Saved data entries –
+++++
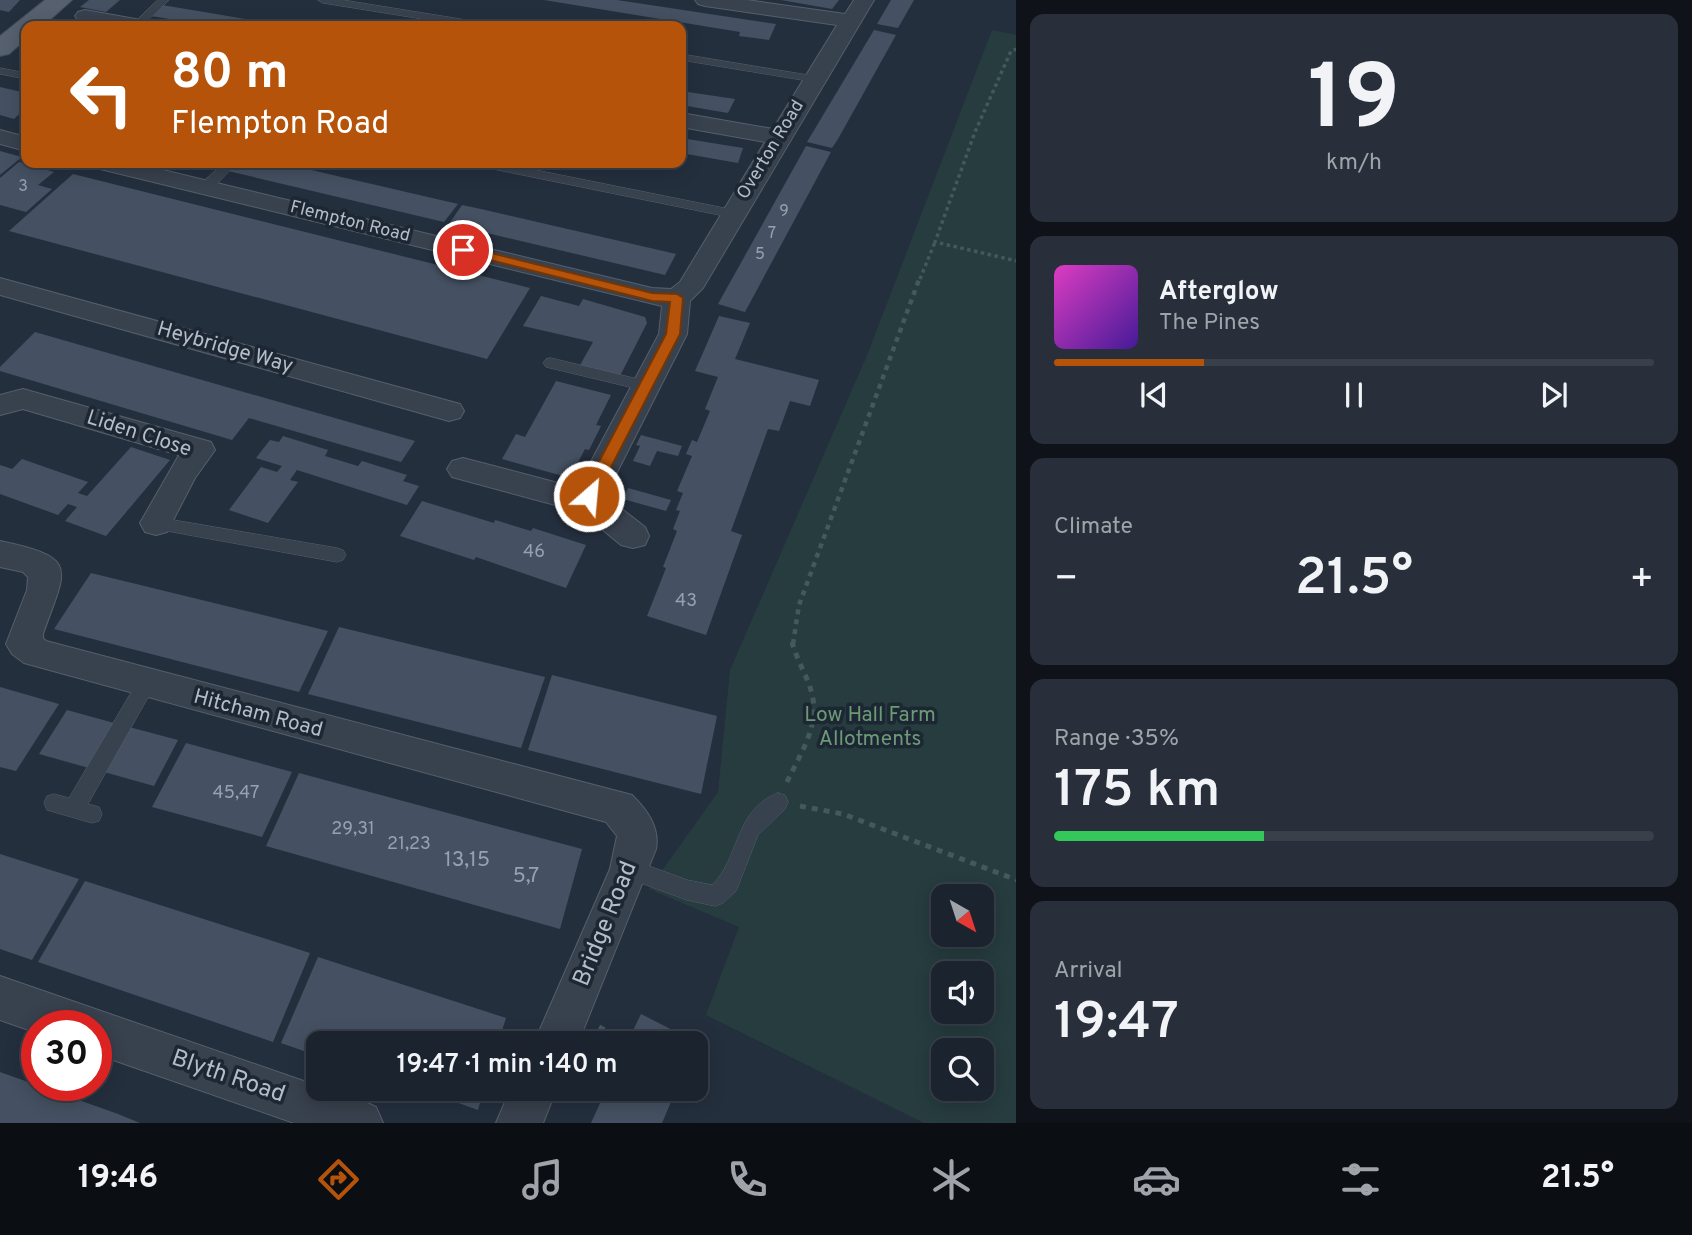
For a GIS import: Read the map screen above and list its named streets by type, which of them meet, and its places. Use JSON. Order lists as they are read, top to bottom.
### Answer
{
  "streets": {
    "street": [
      "Overton Road",
      "Flempton Road",
      "Heybridge Way",
      "Liden Close",
      "Hitcham Road",
      "Bridge Road",
      "Blyth Road"
    ]
  },
  "crossings": [
    ["Overton Road", "Flempton Road"],
    ["Hitcham Road", "Bridge Road"]
  ],
  "parks": ["Low Hall Farm Allotments"],
  "house_numbers": [
    "3",
    "9",
    "7",
    "5",
    "46",
    "43",
    "45,47",
    "29,31",
    "21,23",
    "13,15",
    "5,7"
  ],
  "north": "bottom right",
  "page": {
    "tile": [
      ["19", "km/h"],
      "Climate",
      ["Range · 35%", "175 km"],
      ["Arrival", "19:47"]
    ],
    "turn": ["80 m", "Flempton Road"],
    "song": ["Afterglow", "The Pines"],
    "heat": ["−", "21.5°", "+"],
    "limit": "30",
    "trip": "19:47 · 1 min · 140 m",
    "tabs": ["19:46", "21.5°"]
  }
}
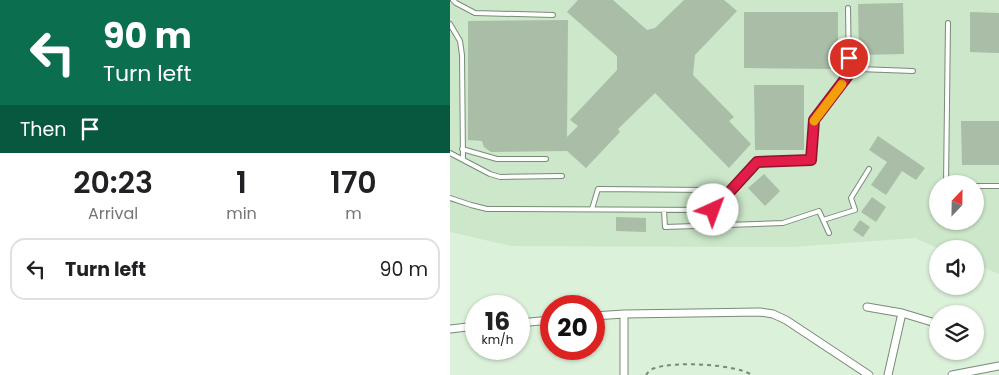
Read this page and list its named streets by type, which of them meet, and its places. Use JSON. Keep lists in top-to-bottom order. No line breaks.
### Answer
{"north":"top","page":{"turn":["90 m","Turn left"],"then":"Then","eta":["20:23","Arrival","1","min","170","m"],"list":[{"name":"Turn left","value":"90 m"}],"speed":"16 km/h","limit":"20"}}
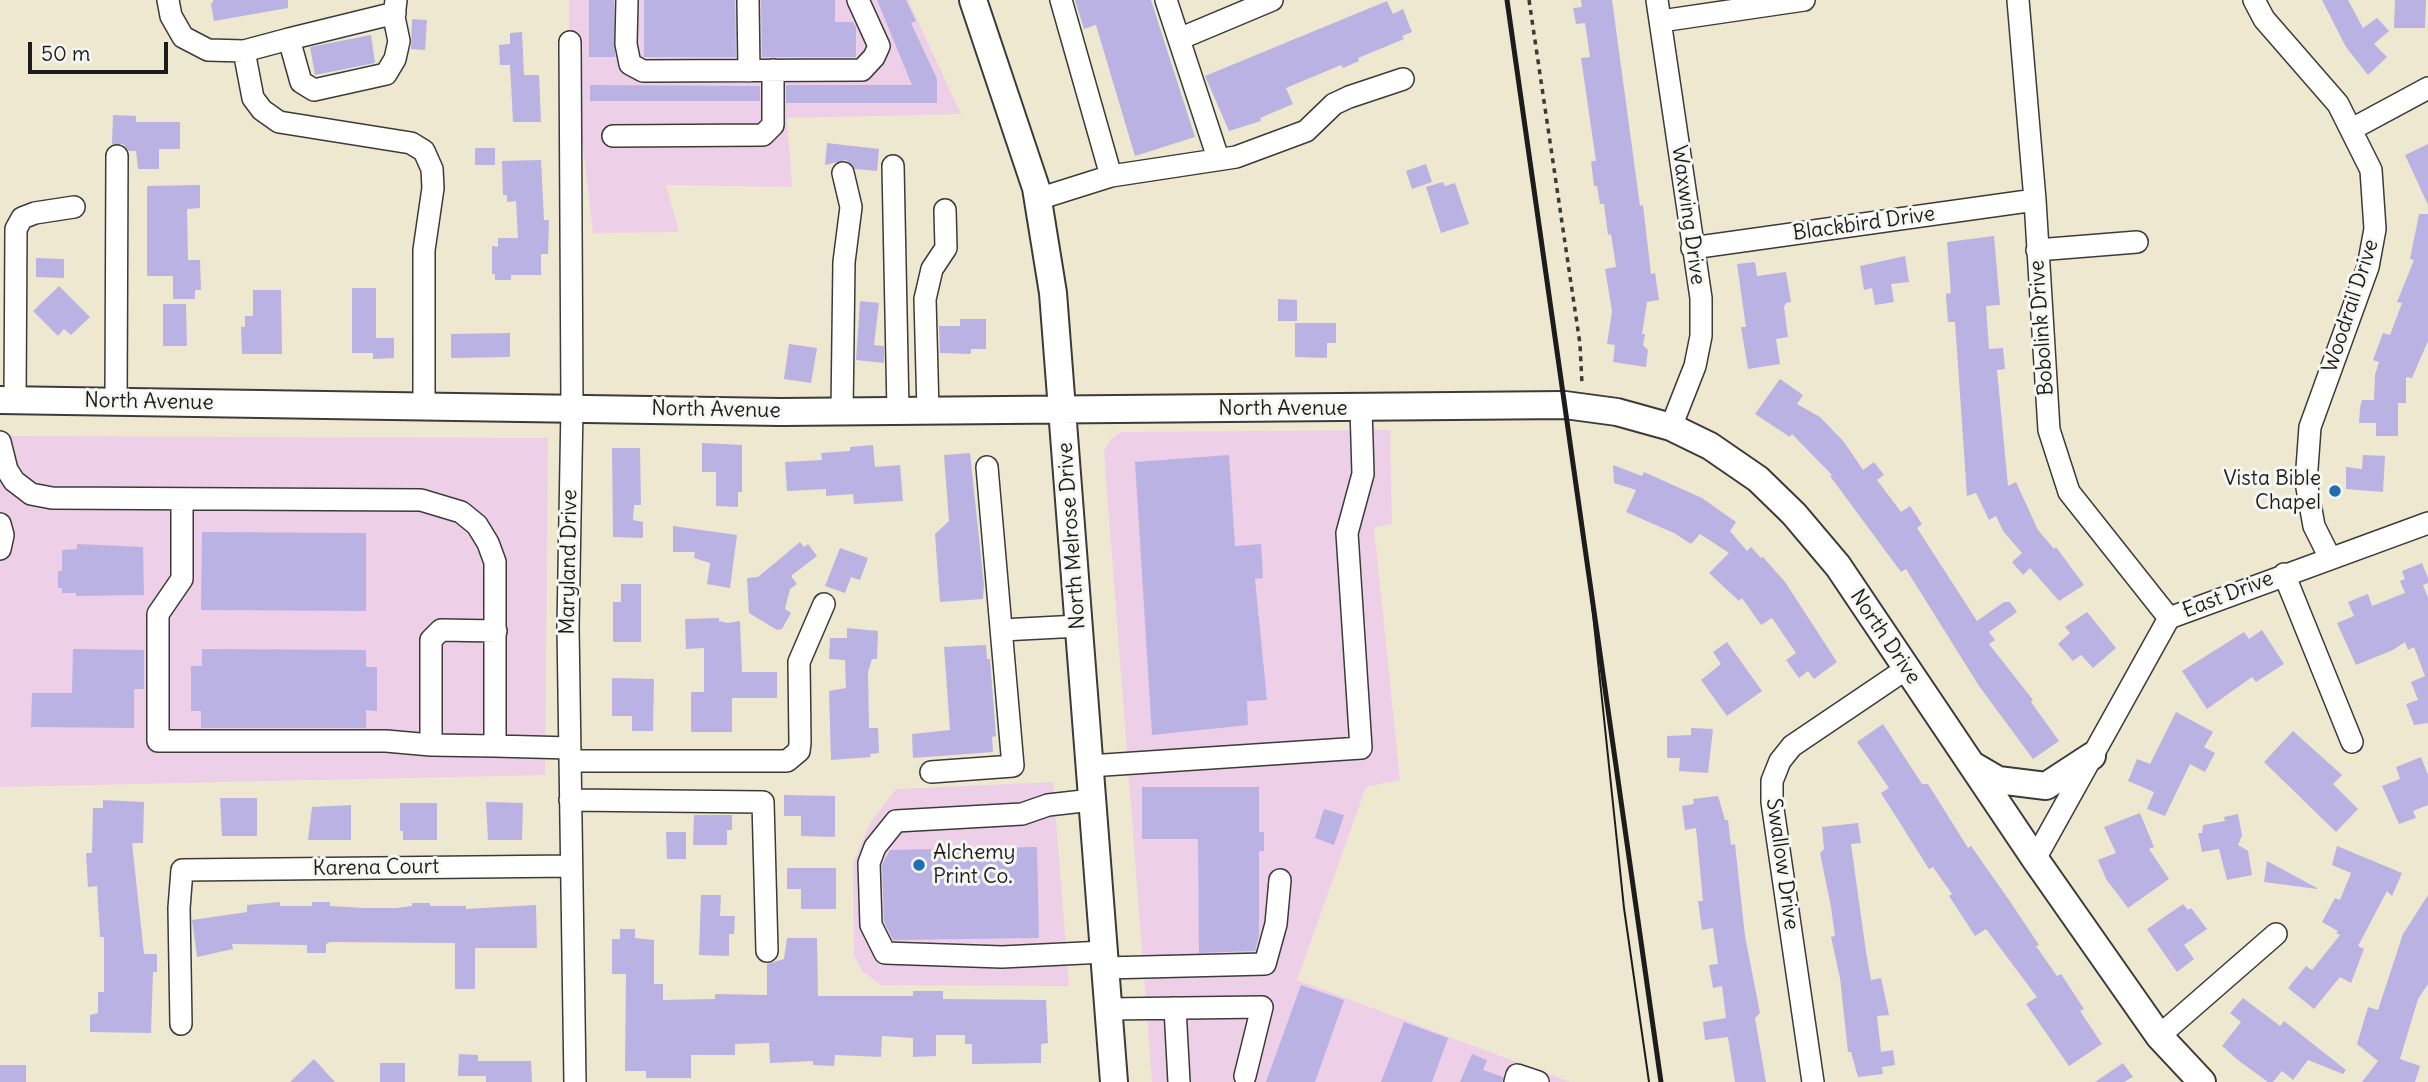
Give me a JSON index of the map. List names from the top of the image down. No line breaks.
{"streets":{"main road":["North Avenue","North Melrose Drive","North Drive"],"street":["Waxwing Drive","Blackbird Drive","Woodrail Drive","Bobolink Drive","Maryland Drive","East Drive","Swallow Drive","Karena Court"]},"crossings":[["Waxwing Drive","Blackbird Drive"],["Waxwing Drive","North Drive"],["Blackbird Drive","Bobolink Drive"],["Woodrail Drive","East Drive"],["Bobolink Drive","East Drive"],["North Avenue","North Melrose Drive"],["North Avenue","Maryland Drive"],["North Avenue","North Drive"],["Maryland Drive","Karena Court"],["East Drive","North Drive"],["North Drive","Swallow Drive"]],"places":["Vista Bible Chapel","Alchemy Print Co."],"scale_bar":"50 m"}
+++++
The task – From the records above, copy every line that includes the word "Read".

Result of the exercise –
For a GIS import: Read the map screen above and list its named streets by type, which of them meet, and its places. Use JSON. Order lists as they are read, top to bottom.
Read this page and list its named streets by type, which of them meet, and its places. Use JSON. Keep lists in top-to-bottom order. No line breaks.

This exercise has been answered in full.